Depois de ouvir J.D. Vance vangloriar-se porque as Forças Armadas americanas abateram uma lancha rápida alegadamente carregada de droga e a caminho dos Estados Unidos, e ainda ter defendido que esta deveria ser uma das missões permanentes das Forças Armadas, confesso que fiquei siderado com tamanha boçalidade.
O senador do Ohio apresenta-se como intelectual de primeira água e político estruturado e culto. Mas, na verdade, a sua única contribuição para a cultura foi um romance autobiográfico, retrato de uma família desestruturada, com uma mãe aditiva, que se revelou um testemunho interessante, mas sem nada de verdadeiramente novo a acrescentar à literatura.
Sempre que oiço este senhor, quer na Conferência de Berlim, quer na Casa Branca, quando tentou acicatar Zelensky para uma resposta pública humilhante, quer agora, com esta afirmação atentatória dos direitos humanos, legitimando matar criminosos sem julgamento, cresce a minha preocupação. Não por Trump, que tem muitos defeitos, mas porque Vance é exponencialmente pior. Ideologicamente muito próximo de um ditador, sem respeito por nada, mal formado e perigoso.
Portugal, no combate ao narcotráfico, mobiliza a Marinha, as operações especiais dos Fuzileiros, a DEA e a Polícia Judiciária. Sempre em conjunto, para prender os traficantes e levá-los a julgamento, como mandam o Estado de Direito e as bases da nossa civilização. O que os EUA fizeram, neste episódio, é o contrário de tudo: é rasgar os fundamentos da justiça, do humanismo e da própria ideia de civilização ocidental.

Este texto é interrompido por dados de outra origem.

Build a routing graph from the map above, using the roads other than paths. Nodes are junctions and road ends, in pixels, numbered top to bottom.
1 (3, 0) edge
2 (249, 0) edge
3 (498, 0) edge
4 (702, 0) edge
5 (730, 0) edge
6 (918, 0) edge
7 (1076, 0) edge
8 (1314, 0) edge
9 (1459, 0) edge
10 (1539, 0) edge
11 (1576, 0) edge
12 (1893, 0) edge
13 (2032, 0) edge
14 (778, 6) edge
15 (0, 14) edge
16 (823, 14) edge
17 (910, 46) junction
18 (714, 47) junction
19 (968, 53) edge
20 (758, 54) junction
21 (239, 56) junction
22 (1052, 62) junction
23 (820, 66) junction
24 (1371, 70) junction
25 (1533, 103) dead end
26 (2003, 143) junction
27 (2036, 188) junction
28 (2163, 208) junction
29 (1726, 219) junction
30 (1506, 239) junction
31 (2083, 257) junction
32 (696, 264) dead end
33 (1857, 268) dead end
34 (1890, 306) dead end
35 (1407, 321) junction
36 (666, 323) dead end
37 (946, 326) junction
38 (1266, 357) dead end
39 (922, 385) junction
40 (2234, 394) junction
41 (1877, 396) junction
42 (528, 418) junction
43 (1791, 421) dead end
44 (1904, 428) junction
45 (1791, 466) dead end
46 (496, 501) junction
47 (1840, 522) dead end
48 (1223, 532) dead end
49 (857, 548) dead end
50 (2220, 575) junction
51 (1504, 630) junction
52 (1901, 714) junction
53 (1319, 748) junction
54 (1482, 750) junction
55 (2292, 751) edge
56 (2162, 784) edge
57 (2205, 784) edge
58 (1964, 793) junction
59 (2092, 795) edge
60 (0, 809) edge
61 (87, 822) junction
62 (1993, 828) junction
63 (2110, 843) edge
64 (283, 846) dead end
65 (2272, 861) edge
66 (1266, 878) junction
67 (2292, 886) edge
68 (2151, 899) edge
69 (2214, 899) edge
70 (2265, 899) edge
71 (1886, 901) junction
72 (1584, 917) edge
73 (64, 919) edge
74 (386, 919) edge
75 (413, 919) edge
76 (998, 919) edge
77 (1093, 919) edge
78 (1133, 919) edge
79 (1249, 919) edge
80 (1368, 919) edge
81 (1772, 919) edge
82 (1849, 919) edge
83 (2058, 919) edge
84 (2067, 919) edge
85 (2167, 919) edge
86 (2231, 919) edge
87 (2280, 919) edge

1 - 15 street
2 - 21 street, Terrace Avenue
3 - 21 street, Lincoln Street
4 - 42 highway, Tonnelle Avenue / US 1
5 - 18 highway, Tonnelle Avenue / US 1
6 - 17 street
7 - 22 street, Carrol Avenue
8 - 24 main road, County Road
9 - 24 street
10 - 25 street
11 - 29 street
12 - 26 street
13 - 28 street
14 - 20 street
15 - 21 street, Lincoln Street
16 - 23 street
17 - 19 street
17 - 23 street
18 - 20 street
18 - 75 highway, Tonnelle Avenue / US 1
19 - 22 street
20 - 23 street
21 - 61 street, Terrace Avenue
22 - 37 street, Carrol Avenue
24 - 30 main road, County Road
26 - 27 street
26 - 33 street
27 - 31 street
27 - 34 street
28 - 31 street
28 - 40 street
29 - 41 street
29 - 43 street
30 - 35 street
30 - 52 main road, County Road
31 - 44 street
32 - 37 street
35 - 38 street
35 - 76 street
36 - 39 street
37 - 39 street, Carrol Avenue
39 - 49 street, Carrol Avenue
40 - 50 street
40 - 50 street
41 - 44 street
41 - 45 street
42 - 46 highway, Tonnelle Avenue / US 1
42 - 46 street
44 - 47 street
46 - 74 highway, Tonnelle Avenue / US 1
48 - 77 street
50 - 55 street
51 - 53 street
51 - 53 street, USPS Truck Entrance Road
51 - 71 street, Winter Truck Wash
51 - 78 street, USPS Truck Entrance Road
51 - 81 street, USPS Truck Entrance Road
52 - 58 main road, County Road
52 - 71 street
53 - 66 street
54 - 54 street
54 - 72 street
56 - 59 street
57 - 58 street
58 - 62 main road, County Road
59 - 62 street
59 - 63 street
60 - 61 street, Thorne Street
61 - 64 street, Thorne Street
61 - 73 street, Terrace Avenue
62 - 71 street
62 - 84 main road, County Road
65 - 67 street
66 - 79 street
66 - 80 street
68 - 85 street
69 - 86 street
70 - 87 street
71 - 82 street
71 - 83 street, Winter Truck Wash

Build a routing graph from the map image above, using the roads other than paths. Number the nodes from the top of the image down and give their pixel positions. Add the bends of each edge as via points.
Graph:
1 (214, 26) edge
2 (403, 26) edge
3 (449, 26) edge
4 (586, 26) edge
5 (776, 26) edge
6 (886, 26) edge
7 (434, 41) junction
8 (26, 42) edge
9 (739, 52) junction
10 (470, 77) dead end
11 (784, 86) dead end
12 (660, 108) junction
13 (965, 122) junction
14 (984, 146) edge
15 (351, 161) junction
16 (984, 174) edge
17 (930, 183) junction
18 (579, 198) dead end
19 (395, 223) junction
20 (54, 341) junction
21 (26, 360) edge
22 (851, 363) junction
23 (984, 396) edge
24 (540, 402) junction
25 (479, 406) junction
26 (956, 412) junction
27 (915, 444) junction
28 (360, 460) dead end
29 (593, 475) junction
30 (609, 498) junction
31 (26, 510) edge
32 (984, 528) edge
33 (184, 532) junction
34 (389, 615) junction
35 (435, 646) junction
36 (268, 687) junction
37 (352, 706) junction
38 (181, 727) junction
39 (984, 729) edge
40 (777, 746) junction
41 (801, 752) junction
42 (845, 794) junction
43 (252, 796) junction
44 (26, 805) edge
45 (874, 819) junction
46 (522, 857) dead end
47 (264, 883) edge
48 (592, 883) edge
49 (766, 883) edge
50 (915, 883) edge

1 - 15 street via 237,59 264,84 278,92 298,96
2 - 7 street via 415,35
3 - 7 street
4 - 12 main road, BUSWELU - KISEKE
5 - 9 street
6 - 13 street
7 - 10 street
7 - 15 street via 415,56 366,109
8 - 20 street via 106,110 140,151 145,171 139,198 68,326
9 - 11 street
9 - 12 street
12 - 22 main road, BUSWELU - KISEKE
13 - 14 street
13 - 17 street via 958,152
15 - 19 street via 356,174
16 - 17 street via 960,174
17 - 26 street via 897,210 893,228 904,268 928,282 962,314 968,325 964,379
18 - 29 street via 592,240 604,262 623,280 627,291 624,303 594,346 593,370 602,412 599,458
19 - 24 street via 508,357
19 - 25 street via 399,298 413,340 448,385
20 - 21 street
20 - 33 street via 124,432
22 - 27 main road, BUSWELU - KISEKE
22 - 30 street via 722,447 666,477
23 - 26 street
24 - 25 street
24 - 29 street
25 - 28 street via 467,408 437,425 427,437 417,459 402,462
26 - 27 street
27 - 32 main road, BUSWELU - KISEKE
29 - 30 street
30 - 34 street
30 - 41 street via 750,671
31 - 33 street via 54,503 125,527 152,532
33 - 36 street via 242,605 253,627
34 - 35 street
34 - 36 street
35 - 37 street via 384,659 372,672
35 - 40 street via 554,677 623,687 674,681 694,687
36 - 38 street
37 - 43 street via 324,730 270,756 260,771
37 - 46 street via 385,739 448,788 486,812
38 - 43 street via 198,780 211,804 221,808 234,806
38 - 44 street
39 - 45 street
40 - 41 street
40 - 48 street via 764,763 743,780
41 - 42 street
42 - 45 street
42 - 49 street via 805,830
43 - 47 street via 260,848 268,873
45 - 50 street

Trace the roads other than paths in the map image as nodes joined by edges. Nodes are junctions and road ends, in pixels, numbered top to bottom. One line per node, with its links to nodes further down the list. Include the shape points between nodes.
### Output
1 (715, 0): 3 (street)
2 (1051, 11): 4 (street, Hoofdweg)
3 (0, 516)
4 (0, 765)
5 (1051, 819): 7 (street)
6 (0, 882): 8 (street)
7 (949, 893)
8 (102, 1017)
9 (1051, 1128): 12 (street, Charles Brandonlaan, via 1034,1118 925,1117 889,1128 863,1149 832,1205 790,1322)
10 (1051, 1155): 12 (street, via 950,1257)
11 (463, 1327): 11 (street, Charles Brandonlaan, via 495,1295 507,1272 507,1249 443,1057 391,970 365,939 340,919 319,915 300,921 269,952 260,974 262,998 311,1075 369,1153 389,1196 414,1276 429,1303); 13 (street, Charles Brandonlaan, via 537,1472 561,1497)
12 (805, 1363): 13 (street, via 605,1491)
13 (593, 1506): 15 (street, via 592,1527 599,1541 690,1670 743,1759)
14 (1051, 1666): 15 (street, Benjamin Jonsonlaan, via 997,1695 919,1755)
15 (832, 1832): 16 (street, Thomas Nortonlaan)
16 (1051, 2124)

Não é por acaso que as Forças Armadas, em qualquer parte do mundo civilizado, têm códigos éticos e regras de empenhamento. São eles que limitam o uso da força, distinguem combatentes de não combatentes, e asseguram que a guerra, sendo sempre violenta, não se transforma num ato bárbaro sem amarras. Quando esses códigos são ignorados, perde-se a fronteira entre civilização e selvajaria.
É esta inversão moral que nos deve preocupar: quando a violência se torna método, e a lei deixa de ser referência, o que resta é a barbárie.